Items from a data source:
________________________________________

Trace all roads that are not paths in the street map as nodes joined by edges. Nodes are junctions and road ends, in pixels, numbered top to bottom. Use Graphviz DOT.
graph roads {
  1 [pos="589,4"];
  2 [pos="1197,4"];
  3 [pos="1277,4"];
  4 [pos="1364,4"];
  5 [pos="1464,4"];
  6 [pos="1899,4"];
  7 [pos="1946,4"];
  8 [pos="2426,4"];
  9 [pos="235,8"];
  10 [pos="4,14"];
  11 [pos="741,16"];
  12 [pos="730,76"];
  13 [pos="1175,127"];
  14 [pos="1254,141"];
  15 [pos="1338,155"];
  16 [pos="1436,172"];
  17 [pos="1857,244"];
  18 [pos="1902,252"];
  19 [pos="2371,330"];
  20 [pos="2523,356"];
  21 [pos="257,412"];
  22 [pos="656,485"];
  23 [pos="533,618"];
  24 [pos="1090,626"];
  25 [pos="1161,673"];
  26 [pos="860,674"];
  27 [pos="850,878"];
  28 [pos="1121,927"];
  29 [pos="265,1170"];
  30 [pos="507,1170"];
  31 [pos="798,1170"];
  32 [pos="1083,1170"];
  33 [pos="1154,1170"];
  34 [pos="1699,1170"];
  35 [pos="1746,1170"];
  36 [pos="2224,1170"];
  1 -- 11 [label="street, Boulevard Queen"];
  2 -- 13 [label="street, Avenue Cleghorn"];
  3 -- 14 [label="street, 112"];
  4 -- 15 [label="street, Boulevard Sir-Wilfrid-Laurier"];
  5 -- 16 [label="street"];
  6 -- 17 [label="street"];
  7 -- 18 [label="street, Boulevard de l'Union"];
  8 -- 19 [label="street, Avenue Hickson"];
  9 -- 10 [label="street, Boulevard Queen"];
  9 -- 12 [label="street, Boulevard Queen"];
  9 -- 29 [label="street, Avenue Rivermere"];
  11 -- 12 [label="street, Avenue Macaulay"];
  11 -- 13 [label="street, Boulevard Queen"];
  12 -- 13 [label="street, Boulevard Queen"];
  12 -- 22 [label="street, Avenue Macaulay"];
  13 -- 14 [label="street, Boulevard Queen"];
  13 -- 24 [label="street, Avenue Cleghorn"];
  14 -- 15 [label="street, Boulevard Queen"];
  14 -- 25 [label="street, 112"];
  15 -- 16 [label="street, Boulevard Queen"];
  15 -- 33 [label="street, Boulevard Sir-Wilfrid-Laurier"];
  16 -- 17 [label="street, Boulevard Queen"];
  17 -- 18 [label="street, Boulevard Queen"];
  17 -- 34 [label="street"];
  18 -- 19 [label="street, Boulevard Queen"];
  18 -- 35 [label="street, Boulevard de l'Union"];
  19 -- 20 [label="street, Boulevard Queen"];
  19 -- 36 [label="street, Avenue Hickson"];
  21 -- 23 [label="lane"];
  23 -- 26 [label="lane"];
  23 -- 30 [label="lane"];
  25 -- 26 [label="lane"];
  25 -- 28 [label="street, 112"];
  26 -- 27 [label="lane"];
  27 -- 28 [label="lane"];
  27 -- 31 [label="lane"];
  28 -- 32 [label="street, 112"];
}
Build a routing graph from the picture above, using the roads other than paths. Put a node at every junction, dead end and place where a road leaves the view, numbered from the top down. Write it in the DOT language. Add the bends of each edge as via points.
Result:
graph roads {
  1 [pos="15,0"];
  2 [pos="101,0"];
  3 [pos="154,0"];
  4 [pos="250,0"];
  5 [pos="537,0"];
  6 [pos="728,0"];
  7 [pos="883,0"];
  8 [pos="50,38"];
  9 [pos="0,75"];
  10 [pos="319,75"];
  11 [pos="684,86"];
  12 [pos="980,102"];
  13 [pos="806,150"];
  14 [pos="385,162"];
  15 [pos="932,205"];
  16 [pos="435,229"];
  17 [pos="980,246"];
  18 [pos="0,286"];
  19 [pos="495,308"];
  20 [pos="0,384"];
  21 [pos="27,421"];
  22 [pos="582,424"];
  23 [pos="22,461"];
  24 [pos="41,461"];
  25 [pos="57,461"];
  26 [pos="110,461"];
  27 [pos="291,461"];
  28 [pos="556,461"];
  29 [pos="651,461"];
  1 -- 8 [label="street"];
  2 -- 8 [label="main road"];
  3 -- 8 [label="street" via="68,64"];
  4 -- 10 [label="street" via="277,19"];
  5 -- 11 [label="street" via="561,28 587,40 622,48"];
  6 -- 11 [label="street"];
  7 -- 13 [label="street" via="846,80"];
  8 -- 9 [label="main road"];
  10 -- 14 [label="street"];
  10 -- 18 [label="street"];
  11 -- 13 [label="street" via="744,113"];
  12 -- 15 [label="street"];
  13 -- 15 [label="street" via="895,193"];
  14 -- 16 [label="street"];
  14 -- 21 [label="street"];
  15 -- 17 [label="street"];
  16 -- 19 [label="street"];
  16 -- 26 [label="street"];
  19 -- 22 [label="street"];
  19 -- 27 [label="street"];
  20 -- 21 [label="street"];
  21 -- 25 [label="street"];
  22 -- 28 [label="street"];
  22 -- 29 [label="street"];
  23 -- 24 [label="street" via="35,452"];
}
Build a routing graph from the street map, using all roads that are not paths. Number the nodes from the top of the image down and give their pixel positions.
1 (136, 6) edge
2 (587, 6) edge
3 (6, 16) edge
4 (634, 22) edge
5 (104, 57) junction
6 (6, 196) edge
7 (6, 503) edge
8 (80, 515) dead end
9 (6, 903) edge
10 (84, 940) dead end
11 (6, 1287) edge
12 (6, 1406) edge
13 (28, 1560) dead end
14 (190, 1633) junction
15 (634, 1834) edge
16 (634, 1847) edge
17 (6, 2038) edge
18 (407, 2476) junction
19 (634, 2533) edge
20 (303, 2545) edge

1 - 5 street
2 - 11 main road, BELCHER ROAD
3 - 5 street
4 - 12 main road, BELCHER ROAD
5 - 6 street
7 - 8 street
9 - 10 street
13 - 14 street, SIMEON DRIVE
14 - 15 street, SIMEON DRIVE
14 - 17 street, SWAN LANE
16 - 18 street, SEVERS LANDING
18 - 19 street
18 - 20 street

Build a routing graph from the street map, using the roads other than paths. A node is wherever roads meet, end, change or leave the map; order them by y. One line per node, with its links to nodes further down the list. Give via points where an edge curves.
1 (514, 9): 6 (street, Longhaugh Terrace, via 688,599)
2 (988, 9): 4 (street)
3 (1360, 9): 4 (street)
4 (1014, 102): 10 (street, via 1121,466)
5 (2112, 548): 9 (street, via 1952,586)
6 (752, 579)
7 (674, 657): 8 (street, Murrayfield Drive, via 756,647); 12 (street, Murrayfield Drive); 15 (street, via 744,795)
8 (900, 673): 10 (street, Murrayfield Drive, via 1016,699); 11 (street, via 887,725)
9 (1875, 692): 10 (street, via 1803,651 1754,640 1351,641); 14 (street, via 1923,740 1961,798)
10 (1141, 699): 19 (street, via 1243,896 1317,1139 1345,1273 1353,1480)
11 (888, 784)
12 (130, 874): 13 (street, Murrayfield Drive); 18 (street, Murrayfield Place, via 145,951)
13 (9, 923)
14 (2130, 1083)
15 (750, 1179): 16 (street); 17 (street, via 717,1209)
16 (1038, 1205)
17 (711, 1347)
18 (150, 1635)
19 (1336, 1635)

________________________________________

### [What is being asked]
Identify the lines of the data that contain the word "SIMEON". Copy each of them.

### [Exercise result]
13 - 14 street, SIMEON DRIVE
14 - 15 street, SIMEON DRIVE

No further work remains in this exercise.